↓↓↓

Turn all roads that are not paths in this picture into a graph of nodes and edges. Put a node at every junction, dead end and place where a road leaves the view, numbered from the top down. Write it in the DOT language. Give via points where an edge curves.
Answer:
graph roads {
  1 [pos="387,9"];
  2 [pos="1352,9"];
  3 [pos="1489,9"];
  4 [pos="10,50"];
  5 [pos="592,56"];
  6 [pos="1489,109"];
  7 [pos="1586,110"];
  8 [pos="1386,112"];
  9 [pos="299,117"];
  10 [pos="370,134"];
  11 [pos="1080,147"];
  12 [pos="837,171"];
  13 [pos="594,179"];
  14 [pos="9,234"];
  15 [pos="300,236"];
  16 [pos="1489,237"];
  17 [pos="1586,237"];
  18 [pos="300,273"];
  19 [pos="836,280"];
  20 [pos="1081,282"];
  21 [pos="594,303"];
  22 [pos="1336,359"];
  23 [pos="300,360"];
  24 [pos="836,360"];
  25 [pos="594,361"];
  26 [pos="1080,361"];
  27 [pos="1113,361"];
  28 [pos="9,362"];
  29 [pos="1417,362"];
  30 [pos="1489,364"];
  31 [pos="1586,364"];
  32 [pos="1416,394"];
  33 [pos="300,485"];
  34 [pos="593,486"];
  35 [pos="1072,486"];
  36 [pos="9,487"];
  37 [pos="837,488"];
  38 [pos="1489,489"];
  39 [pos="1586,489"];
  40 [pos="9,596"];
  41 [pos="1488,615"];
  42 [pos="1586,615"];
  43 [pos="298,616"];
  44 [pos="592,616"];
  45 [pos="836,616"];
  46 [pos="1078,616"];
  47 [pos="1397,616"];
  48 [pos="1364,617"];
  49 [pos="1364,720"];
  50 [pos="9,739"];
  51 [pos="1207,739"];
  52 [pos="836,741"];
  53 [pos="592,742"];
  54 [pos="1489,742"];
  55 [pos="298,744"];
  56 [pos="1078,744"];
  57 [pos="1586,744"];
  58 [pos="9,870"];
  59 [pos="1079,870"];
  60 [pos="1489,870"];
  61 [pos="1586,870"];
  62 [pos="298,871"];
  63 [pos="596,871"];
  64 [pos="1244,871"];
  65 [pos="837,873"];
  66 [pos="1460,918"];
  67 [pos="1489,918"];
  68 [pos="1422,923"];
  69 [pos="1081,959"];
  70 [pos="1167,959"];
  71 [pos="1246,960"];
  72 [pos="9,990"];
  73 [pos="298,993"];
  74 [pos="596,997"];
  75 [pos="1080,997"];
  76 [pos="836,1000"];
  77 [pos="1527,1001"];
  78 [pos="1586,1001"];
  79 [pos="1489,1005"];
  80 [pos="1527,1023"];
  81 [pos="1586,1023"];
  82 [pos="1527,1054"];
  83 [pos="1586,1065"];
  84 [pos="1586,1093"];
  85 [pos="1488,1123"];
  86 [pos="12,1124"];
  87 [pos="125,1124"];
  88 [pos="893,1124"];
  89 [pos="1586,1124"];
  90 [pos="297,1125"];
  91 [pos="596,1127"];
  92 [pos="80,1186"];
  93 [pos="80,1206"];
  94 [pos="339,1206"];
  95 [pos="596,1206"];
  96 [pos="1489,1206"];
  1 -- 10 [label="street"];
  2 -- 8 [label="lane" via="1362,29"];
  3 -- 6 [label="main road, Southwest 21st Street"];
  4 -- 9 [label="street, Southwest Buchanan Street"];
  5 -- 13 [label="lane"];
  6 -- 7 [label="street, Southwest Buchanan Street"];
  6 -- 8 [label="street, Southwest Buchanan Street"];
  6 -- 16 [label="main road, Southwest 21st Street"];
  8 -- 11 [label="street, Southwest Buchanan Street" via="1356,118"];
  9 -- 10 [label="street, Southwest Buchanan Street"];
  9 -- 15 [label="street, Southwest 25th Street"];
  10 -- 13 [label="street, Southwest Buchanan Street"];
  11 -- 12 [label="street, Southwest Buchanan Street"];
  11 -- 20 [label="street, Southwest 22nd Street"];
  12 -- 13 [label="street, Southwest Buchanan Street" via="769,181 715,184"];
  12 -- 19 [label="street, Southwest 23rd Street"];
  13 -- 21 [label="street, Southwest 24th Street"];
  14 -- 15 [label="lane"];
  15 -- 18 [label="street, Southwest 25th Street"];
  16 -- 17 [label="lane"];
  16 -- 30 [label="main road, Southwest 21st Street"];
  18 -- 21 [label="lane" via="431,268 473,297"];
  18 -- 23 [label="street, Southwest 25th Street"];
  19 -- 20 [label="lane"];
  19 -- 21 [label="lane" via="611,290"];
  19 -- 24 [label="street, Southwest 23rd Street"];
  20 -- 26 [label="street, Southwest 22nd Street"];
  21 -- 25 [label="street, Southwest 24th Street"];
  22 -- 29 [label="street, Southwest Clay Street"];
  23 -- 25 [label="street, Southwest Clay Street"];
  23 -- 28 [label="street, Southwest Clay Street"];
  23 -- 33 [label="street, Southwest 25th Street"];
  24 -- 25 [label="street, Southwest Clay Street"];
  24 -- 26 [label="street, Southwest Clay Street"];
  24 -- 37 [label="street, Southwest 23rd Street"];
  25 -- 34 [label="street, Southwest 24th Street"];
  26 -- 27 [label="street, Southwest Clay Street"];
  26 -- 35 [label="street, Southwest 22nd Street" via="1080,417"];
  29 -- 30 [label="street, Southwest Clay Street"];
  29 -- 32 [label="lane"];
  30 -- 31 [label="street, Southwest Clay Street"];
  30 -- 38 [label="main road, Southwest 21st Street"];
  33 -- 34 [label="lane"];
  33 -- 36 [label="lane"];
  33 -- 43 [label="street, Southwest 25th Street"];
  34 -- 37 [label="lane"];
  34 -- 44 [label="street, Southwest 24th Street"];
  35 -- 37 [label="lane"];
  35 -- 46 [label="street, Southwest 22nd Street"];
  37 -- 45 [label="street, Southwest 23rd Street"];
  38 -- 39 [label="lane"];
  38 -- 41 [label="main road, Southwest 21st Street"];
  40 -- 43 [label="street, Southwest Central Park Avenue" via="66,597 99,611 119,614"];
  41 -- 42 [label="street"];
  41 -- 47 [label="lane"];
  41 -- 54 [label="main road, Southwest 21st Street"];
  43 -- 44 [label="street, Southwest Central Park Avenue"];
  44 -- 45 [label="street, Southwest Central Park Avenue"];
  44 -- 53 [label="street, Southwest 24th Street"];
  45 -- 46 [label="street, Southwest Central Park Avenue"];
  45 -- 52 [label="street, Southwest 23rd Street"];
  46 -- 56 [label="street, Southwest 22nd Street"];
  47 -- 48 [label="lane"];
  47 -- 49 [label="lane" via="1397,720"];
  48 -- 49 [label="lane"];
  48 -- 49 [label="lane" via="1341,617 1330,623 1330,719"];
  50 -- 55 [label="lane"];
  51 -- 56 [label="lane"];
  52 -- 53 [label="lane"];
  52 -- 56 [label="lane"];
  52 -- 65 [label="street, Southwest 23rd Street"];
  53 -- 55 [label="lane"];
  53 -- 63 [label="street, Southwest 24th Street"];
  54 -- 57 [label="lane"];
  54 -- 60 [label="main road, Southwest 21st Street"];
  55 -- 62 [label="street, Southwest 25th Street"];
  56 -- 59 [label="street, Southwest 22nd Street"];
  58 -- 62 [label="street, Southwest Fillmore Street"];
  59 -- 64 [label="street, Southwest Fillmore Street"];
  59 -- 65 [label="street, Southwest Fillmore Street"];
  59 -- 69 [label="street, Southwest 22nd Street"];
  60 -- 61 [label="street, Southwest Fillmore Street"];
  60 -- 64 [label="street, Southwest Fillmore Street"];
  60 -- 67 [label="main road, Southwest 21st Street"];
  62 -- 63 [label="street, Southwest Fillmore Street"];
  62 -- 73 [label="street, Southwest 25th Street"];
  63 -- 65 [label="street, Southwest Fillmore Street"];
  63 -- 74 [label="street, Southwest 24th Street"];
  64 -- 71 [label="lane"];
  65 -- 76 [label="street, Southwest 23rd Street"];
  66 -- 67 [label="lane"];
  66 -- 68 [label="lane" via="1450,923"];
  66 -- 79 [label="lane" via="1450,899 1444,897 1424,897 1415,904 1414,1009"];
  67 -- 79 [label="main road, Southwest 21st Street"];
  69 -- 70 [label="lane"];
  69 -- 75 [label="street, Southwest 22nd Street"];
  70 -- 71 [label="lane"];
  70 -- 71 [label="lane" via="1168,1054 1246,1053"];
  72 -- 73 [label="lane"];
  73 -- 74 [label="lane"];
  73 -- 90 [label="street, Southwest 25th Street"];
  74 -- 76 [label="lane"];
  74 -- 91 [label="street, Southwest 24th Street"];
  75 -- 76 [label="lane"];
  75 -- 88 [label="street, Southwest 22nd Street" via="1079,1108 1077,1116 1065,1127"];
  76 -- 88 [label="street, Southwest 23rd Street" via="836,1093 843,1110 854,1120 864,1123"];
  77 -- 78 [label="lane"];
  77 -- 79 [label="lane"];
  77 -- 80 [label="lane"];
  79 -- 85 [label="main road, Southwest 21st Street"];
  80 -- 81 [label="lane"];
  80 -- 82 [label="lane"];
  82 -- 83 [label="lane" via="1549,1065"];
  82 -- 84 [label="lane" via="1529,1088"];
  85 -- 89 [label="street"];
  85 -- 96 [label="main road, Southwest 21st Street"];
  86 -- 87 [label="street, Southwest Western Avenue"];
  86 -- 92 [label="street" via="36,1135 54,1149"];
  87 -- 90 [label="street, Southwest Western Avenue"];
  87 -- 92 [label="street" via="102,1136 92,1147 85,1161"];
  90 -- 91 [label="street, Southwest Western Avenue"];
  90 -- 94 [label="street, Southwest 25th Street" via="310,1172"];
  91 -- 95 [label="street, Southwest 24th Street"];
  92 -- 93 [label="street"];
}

↑↑↑

_Task goal:_
Whenever a line in the listing above includes the word "graph", return that line.

_Your response:_
Turn all roads that are not paths in this picture into a graph of nodes and edges. Put a node at every junction, dead end and place where a road leaves the view, numbered from the top down. Write it in the DOT language. Give via points where an edge curves.
graph roads {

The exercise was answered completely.